# TASK OBJECTIVE
What is the number of lines below that hold "highway"? Answer with that number only.

# DATA RECORDS
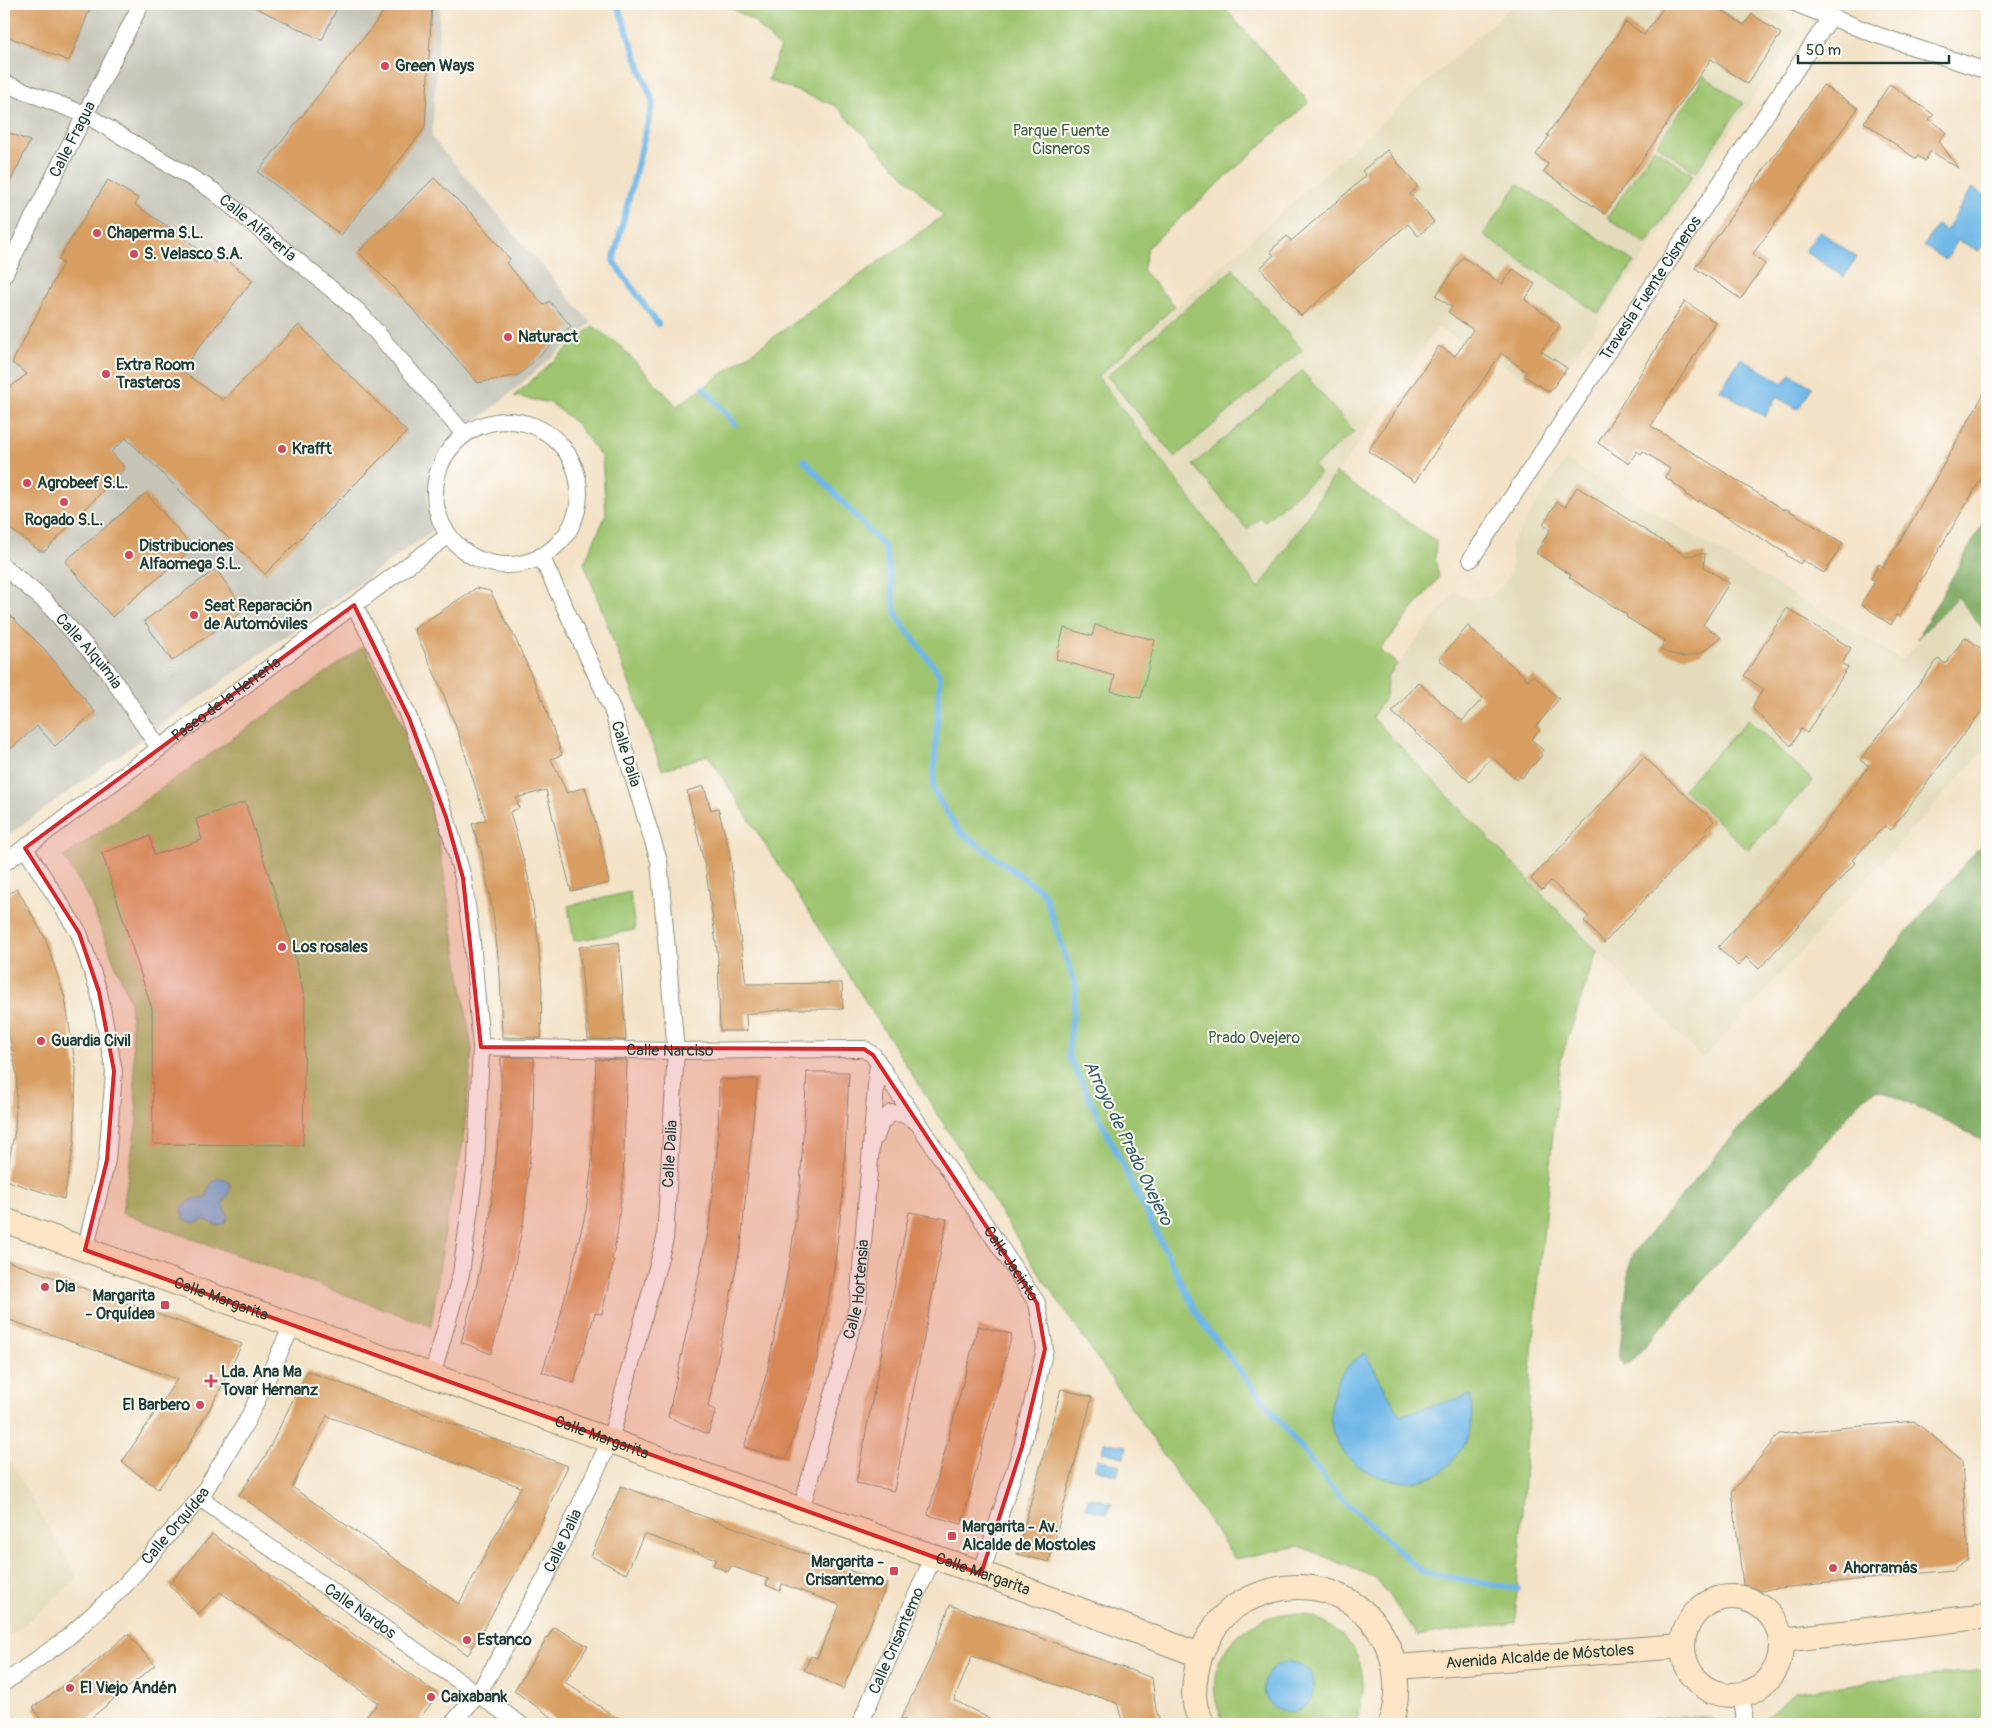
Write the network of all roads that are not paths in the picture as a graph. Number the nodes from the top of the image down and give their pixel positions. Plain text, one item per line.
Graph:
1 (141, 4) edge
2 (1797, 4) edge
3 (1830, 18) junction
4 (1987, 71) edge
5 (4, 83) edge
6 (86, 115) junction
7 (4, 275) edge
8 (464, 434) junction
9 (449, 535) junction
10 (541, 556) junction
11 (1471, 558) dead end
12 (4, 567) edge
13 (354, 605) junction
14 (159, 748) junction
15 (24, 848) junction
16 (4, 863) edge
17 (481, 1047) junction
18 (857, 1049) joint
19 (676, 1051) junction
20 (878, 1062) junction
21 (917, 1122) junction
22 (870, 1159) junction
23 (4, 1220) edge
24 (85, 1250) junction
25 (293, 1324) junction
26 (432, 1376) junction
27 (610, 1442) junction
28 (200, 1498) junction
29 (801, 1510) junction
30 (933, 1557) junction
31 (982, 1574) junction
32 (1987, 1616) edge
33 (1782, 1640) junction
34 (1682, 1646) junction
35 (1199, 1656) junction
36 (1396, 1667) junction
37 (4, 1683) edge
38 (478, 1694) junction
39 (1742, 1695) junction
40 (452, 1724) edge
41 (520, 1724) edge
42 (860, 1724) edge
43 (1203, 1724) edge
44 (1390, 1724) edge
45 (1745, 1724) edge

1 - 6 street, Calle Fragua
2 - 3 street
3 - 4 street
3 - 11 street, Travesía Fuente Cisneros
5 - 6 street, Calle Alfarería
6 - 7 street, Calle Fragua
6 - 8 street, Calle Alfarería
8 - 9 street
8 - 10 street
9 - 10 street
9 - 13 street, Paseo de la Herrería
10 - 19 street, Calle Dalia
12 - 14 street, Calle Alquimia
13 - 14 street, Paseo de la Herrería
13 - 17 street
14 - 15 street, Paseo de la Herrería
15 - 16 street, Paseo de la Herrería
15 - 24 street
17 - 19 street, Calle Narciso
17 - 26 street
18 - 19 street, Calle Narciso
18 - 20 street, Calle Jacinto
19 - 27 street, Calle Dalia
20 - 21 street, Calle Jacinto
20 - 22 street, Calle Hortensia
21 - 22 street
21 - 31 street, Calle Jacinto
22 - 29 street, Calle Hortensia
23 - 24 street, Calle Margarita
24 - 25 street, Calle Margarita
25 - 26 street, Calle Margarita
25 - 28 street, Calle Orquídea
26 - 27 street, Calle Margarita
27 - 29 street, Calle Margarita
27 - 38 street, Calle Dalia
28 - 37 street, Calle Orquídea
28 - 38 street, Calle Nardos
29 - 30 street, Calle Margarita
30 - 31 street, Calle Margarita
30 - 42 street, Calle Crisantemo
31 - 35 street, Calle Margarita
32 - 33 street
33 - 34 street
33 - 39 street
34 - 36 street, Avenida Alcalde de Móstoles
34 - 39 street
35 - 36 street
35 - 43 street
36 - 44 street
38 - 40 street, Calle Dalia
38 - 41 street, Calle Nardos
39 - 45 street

...

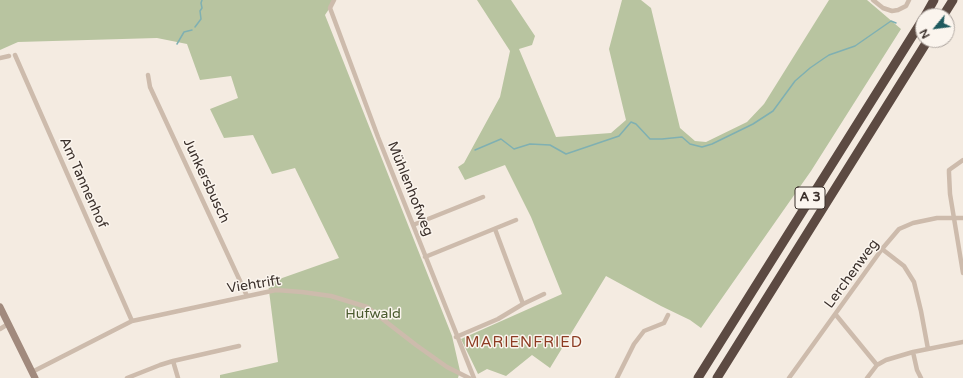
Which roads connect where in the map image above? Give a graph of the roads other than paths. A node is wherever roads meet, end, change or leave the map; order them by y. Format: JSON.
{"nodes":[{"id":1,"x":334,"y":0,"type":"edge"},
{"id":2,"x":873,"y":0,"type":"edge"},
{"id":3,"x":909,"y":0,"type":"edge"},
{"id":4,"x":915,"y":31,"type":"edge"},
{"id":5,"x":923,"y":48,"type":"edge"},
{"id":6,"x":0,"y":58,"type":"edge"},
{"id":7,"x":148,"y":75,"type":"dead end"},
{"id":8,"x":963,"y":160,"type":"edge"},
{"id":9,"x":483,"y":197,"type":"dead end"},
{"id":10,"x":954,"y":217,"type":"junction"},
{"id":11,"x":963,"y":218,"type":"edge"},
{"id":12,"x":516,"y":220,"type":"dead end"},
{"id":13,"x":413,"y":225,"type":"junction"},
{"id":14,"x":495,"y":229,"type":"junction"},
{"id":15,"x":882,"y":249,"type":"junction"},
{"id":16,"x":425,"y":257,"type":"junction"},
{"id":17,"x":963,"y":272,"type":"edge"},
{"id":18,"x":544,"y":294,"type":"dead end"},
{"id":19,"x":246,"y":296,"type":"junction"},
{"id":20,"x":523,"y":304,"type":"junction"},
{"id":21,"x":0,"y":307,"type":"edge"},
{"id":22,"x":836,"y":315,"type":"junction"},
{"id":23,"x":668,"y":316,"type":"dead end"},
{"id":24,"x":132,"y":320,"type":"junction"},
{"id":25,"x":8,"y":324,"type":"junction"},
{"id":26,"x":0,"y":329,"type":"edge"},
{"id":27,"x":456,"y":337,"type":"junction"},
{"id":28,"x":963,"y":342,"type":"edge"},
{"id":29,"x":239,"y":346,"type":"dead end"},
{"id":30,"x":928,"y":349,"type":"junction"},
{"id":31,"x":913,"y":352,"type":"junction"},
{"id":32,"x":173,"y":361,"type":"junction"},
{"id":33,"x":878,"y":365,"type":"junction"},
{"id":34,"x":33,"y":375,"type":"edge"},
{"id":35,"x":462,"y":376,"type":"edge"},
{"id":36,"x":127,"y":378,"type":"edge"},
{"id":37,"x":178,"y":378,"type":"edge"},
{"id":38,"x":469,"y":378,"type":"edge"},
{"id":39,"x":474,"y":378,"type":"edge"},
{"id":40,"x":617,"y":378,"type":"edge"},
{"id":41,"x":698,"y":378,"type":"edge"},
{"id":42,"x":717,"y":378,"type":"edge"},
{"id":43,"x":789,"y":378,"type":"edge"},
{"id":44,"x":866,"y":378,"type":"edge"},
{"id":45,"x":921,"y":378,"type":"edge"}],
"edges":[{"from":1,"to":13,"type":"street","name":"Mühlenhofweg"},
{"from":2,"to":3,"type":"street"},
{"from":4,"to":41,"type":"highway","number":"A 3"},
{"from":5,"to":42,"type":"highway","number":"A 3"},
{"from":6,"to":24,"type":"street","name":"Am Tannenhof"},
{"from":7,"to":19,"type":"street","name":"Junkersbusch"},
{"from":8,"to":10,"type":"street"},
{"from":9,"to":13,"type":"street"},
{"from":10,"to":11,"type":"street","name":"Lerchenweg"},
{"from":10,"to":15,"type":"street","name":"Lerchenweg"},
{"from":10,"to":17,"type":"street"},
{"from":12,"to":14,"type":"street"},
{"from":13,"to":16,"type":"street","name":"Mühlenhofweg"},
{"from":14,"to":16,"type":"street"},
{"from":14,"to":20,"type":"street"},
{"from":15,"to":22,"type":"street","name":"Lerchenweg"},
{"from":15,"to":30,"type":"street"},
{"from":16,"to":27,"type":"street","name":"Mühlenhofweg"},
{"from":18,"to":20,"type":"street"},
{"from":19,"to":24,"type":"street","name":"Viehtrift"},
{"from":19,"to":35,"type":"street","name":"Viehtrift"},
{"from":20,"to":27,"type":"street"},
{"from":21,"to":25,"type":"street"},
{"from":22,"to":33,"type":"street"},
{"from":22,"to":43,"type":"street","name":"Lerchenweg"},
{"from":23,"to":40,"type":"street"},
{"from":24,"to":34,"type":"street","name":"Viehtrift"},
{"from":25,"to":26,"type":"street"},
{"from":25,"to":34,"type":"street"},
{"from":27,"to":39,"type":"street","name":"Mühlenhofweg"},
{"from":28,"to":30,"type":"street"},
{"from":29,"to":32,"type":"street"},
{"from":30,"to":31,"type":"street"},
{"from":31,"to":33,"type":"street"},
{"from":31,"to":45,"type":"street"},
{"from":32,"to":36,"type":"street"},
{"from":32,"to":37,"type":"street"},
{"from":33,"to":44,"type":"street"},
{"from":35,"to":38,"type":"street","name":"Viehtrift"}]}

---

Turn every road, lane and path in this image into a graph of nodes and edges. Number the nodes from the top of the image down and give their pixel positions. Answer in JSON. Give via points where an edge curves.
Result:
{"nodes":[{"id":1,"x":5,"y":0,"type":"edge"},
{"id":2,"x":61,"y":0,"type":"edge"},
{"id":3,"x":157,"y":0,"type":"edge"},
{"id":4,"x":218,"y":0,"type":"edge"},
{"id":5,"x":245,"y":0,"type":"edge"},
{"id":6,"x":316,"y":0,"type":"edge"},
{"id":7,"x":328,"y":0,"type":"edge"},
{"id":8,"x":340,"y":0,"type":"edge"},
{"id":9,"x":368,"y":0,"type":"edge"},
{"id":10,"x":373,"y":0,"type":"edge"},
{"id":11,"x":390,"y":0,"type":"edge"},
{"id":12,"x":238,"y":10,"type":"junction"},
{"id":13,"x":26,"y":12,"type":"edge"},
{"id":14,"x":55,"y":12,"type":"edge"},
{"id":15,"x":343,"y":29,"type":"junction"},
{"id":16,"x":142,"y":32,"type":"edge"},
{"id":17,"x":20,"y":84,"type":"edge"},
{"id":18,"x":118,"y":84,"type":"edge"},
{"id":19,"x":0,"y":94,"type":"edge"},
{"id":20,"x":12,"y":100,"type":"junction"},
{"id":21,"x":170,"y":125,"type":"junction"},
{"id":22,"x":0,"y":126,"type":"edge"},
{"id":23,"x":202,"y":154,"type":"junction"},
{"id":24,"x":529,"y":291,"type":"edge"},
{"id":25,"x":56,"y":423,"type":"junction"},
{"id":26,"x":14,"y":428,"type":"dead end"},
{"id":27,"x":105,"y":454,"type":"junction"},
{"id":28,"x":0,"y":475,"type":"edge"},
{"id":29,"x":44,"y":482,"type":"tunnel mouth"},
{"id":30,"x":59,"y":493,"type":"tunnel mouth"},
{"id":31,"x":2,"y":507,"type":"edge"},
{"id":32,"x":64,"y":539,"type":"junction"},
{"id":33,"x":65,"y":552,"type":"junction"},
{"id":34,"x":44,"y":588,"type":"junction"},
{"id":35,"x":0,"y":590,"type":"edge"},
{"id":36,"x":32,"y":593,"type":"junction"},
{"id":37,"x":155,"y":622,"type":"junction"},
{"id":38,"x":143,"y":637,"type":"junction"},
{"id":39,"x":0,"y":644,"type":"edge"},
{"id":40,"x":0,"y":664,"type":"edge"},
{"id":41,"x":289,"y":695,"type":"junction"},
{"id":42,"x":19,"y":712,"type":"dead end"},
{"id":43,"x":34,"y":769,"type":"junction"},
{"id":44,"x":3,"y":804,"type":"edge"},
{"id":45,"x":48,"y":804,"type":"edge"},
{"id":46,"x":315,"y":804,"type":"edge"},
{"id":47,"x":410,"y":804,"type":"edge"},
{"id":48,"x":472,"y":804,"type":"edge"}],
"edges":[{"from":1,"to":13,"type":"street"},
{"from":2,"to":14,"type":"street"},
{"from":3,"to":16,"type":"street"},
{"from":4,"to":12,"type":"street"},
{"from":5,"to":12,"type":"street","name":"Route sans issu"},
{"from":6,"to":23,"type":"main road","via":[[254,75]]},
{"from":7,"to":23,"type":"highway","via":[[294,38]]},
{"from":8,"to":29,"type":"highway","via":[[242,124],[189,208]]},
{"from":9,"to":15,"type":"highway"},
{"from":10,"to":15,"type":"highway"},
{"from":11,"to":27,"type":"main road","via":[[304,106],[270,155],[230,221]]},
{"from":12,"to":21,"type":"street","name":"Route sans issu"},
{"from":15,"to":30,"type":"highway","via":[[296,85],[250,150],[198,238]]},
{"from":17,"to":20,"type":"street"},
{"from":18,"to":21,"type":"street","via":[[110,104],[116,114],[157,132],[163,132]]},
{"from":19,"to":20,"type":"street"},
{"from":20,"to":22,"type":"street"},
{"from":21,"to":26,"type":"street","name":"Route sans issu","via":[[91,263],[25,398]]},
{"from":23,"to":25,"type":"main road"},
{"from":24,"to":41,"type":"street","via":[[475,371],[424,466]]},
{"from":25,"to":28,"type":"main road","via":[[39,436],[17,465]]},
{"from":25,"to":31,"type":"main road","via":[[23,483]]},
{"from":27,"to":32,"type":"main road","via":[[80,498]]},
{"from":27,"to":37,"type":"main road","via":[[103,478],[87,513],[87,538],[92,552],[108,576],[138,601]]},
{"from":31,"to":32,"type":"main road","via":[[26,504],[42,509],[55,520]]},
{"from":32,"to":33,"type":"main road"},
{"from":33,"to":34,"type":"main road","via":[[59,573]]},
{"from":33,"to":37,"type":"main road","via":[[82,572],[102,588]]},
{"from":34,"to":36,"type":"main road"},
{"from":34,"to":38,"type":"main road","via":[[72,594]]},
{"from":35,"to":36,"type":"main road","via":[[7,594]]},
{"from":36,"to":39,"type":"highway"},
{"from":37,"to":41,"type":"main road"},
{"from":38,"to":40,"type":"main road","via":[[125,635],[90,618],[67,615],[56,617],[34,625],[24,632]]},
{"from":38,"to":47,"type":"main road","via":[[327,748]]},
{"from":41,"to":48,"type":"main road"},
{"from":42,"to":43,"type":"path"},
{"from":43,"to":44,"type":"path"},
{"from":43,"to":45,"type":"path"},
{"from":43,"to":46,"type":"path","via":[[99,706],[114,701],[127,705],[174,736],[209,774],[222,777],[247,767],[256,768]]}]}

# OUTPUT FOR THIS TASK
8